The Council Fathers’ incredulous laughter at Cardinal Browne helps to remind us that a general council, like a Pope, is only infallible in its definitions of faith and morals, and not in its prudential judgements, or in matters of pastoral discipline, or in acts of state, or in supposed liturgical improvements. It is thus false to assert that a Catholic is logically bound to agree with the prudential judgments a council may make on any subject. It is still more illegitimate to extrapolate from the negative immunity from error which a general council enjoys in definitions of faith and morals, to belief in a positive inspiration of councils, as if the bishops were organs of revelation like the Apostles, and their prudential decrees inerrant like the Scriptures. It is only a false ecclesiology and a false pneumatology that can lead to the exorbitant assertion that a council is “the voice of the Holy Spirit for our age”. Are we really
obliged to believe that the Holy Spirit demanded the launching of a Crusade at the Fourth Lateran Council in 1215? And
must we hold that in 1311 the Holy Spirit dictated the Council of Vienne’s rules regulating the use of torture by the Inquisition? And is it *de fide *that when Alexander IV ordered those suspect of heresy to be tortured to confess their guilt, this was what “the Spirit was saying to the churches” on 15 May 1252? If so, are we to condemn the Catechism of the Catholic Church of 15 August 1997, which comes to us on the same papal and episcopal authority and which condemns the use of torture to extract confessions of guilt, and openly says that “the pastors of the Church” erred on the matter?
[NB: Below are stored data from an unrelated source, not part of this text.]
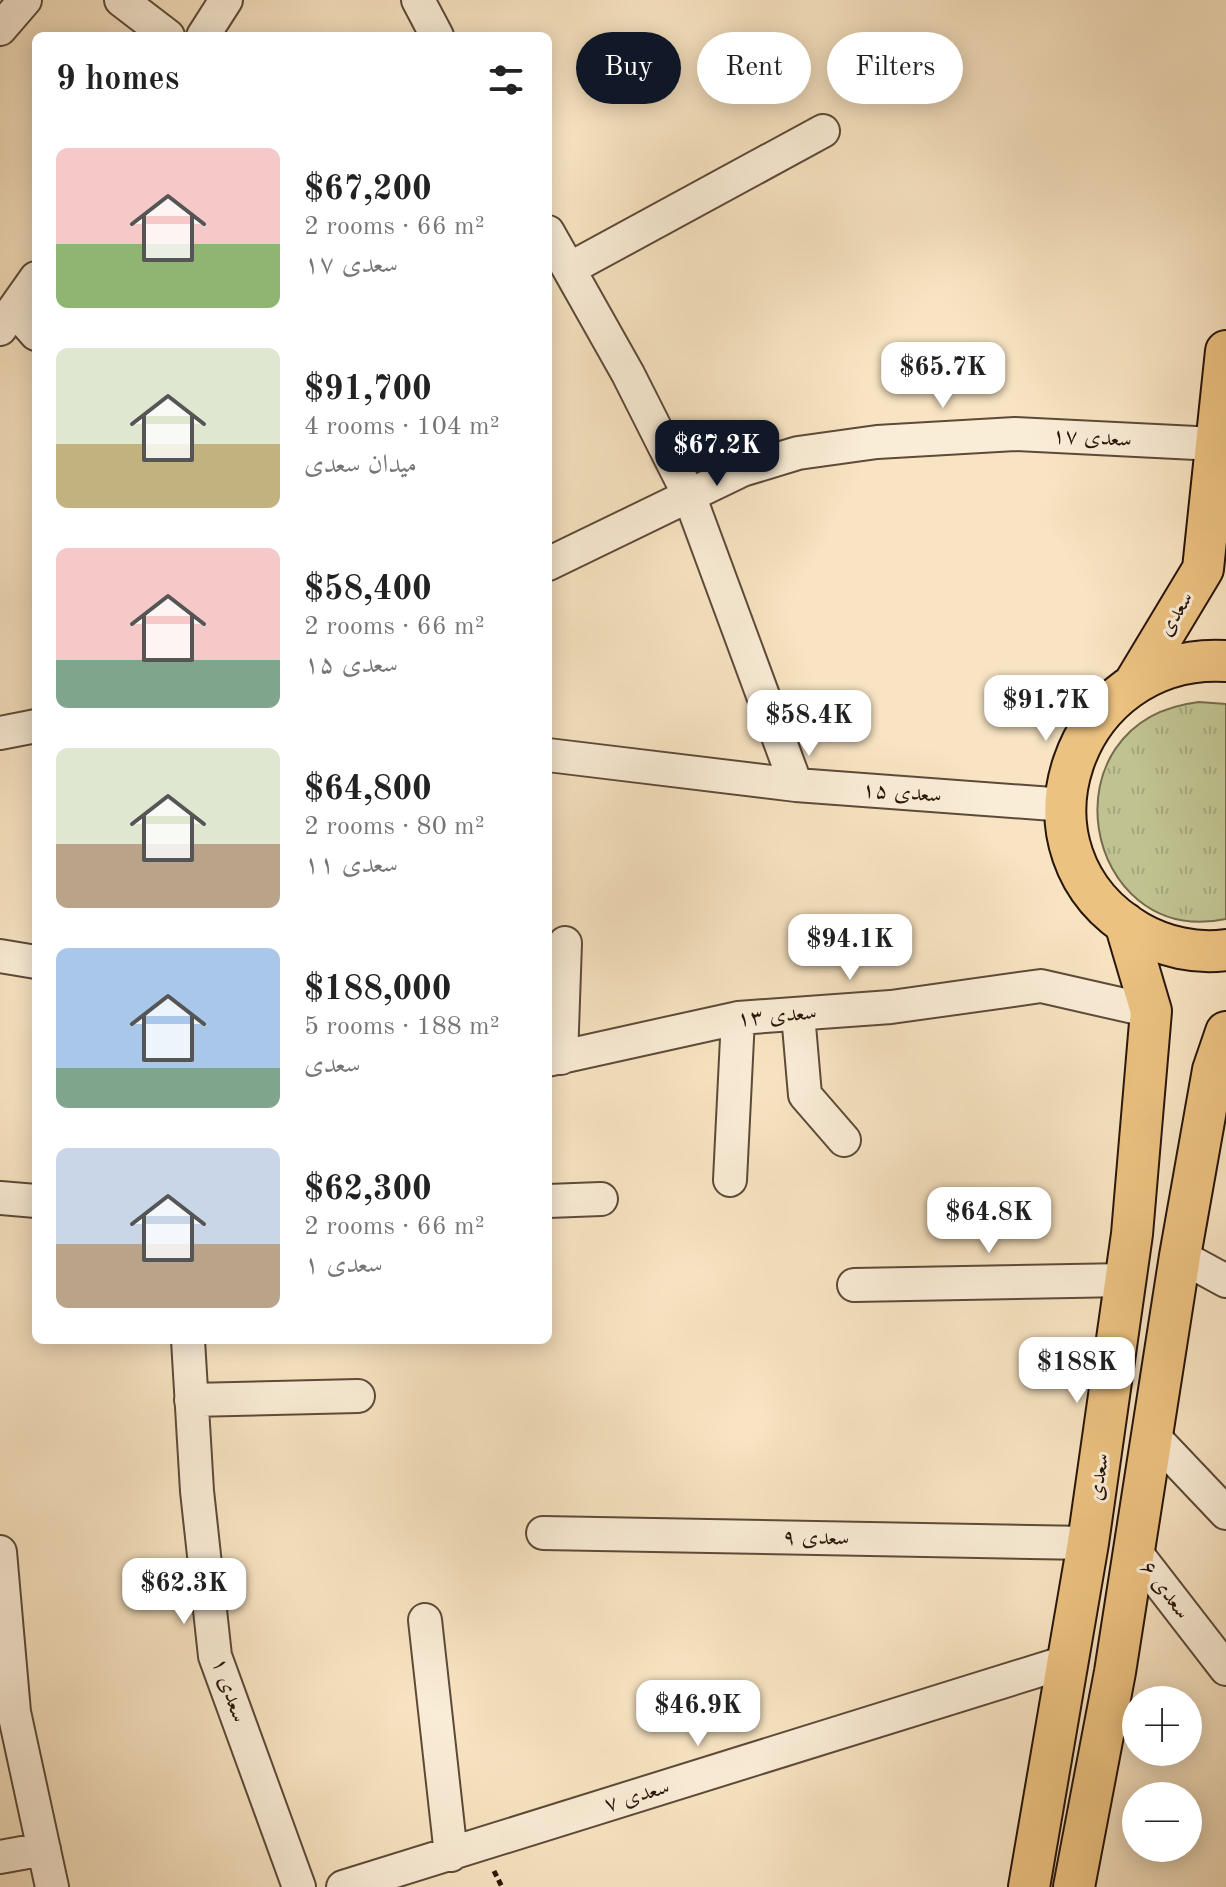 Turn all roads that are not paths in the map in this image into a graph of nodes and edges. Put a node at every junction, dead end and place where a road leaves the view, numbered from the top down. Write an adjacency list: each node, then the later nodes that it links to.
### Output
1 (25, 0): 4 (street)
2 (121, 0): 5 (street)
3 (226, 0): 6 (street)
4 (0, 29)
5 (163, 32)
6 (206, 32)
7 (823, 131): 9 (street)
8 (552, 239): 9 (street)
9 (569, 269): 15 (street)
10 (32, 284): 11 (street)
11 (7, 319): 12 (street)
12 (32, 332)
13 (1226, 351): 14 (main road, سعدی)
14 (1216, 444): 15 (street, سعدی ۱۷); 18 (main road, سعدی)
15 (689, 495): 16 (street, سعدی ۱۷); 22 (street)
16 (552, 562)
17 (1226, 661): 18 (main road)
18 (1135, 682): 23 (main road)
19 (32, 727): 20 (street)
20 (0, 733)
21 (552, 755): 22 (street, سعدی ۱۵)
22 (796, 785): 23 (street, سعدی ۱۵)
23 (1066, 805): 24 (main road)
24 (1125, 923): 26 (main road); 29 (main road, سعدی)
25 (565, 943): 33 (street)
26 (1226, 950)
27 (0, 956): 28 (street)
28 (32, 961)
29 (1151, 1011): 30 (street, سعدی ۱۳); 41 (main road, سعدی)
30 (798, 1014): 31 (street, سعدی ۱۳); 34 (street)
31 (738, 1018): 33 (street, سعدی ۱۳); 35 (street)
32 (1226, 1032): 40 (main road, سعدی)
33 (554, 1059)
34 (844, 1140)
35 (730, 1180)
36 (0, 1198): 38 (street)
37 (601, 1199): 39 (street)
38 (32, 1201)
39 (552, 1201)
40 (1180, 1256): 42 (street); 47 (main road, سعدی)
41 (1126, 1280): 43 (street); 50 (main road, سعدی)
42 (1226, 1281)
43 (854, 1285)
44 (188, 1344): 46 (street, سعدی ۱)
45 (358, 1396): 46 (street)
46 (191, 1400): 62 (street, سعدی ۱)
47 (1152, 1435): 48 (street); 51 (main road, سعدی)
48 (1226, 1513)
49 (543, 1533): 50 (street, سعدی ۹)
50 (1088, 1543): 54 (main road, سعدی)
51 (1134, 1550): 55 (street, سعدی ۶); 60 (main road, سعدی)
52 (0, 1552): 56 (street)
53 (425, 1620): 57 (street)
54 (1069, 1661): 57 (street, سعدی ۷); 59 (main road, سعدی)
55 (1226, 1669)
56 (44, 1849): 58 (street); 61 (street)
57 (451, 1855): 63 (street, سعدی ۷)
58 (0, 1857)
59 (1030, 1882): 60 (main road)
60 (1074, 1886)
61 (52, 1887)
62 (299, 1887)
63 (343, 1887) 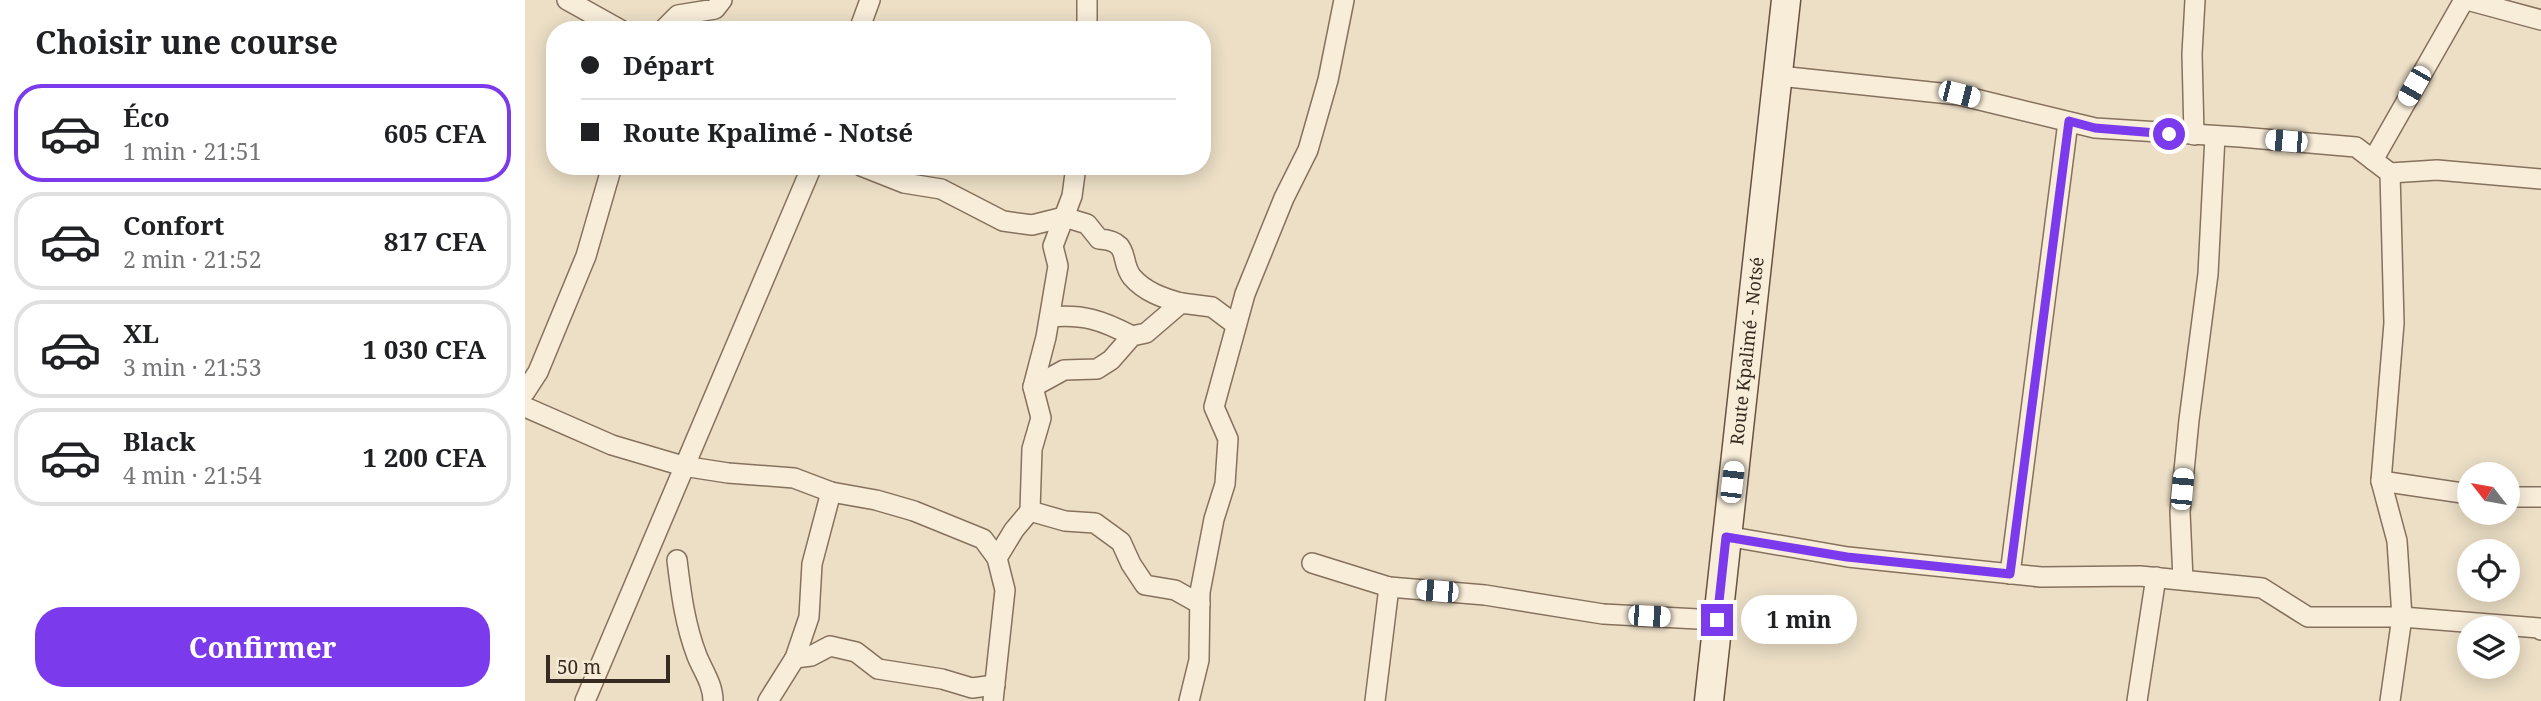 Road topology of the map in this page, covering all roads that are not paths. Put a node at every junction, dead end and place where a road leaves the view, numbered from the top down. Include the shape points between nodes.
1 (567, 0) edge
2 (722, 0) edge
3 (870, 0) edge
4 (1087, 0) edge
5 (1344, 0) edge
6 (1786, 0) edge
7 (2195, 0) edge
8 (2465, 0) edge
9 (2541, 20) edge
10 (605, 21) edge
11 (672, 21) edge
12 (862, 21) edge
13 (1087, 21) edge
14 (1779, 76) junction
15 (2069, 121) junction
16 (2194, 135) junction
17 (2215, 136) junction
18 (2373, 160) junction
19 (2390, 173) junction
20 (609, 175) edge
21 (808, 175) edge
22 (884, 175) edge
23 (1075, 175) edge
24 (2541, 179) edge
25 (1064, 217) junction
26 (1181, 303) junction
27 (1049, 317) junction
28 (1236, 325) junction
29 (1132, 336) junction
30 (1033, 387) junction
31 (525, 392) edge
32 (525, 407) edge
33 (684, 466) junction
34 (2381, 481) junction
35 (831, 492) junction
36 (2457, 492) edge
37 (2541, 497) edge
38 (2520, 498) edge
39 (1030, 511) junction
40 (1726, 537) junction
41 (997, 558) junction
42 (677, 560) dead end
43 (1312, 564) dead end
44 (2010, 574) junction
45 (2155, 578) junction
46 (2183, 580) junction
47 (1389, 587) junction
48 (1200, 604) junction
49 (809, 617) junction
50 (2402, 617) junction
51 (1717, 620) junction
52 (2541, 630) edge
53 (830, 646) junction
54 (795, 659) junction
55 (994, 693) edge
56 (585, 701) edge
57 (713, 701) edge
58 (768, 701) edge
59 (1189, 701) edge
60 (1375, 701) edge
61 (1709, 701) edge
62 (2137, 701) edge
63 (2390, 701) edge

1 - 10 street
2 - 11 street via 715,9 678,15
3 - 12 street
4 - 13 street
5 - 28 street via 1308,150 1284,198
6 - 14 main road, Route Kpalimé - Notsé
7 - 16 street
8 - 9 street
8 - 18 street
14 - 15 street via 1959,94
14 - 40 main road, Route Kpalimé - Notsé
15 - 16 street via 2095,128
15 - 44 street
16 - 17 street
17 - 18 street via 2356,147
17 - 46 street via 2209,274 2180,512
18 - 19 street
19 - 24 street via 2437,170
19 - 34 street via 2394,323
20 - 31 street via 586,256 538,372
21 - 33 street
22 - 25 street via 941,189 1003,221 1032,225
23 - 25 street
25 - 26 street via 1087,224 1099,239 1111,240 1124,252 1131,276 1155,296
25 - 27 street via 1053,246 1058,266
26 - 28 street via 1212,307
26 - 29 street via 1146,333
27 - 29 street via 1073,315 1106,322
27 - 30 street
28 - 48 street via 1214,407 1228,439 1225,484 1214,519
29 - 30 street via 1097,369 1064,370
30 - 39 street via 1041,418 1032,449
32 - 33 street via 612,445
33 - 35 street via 794,478
33 - 56 street
34 - 36 street
34 - 50 street via 2397,541
35 - 41 street via 876,500 945,523 982,539
35 - 49 street via 812,564
37 - 38 street
39 - 41 street
39 - 48 street via 1095,523 1121,542 1145,585 1175,590
40 - 44 street via 1847,557
40 - 51 main road, Route Kpalimé - Notsé
41 - 55 street via 1005,590
42 - 57 street via 683,609
43 - 47 street
44 - 45 street
45 - 46 street
45 - 62 street
46 - 50 street via 2262,589 2308,617
47 - 51 street via 1485,595 1602,614
47 - 60 street
48 - 59 street via 1199,660
49 - 53 street
49 - 54 street
50 - 52 street
50 - 63 street
51 - 61 main road, Route Kpalimé - Notsé
53 - 54 street
53 - 55 street via 856,652 878,669
54 - 58 street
As to the liturgy, is it mandatory to believe that in 1963 the Holy Spirit wanted the abandonment of the principle of the weekly recitation of all 150 psalms, on which the Office of the Roman Rite has been based from its very beginnings prior to Saint Benedict? And is it
de fide that God wanted the Hour of Prime suppressed from January 1964? No, this doctrine of the Infallibility of the Party Line simply will not do. It is not Catholic teaching that the Church is infallible in pastoral or prudential judgements. We are therefore logically free to hold that any council can be ill-advised when making these kinds of decisions, and thus ill-advised in allowing the conversion of the liturgy into the vernacular, even if that had taken the form of a direct translation of the 1962 Missal.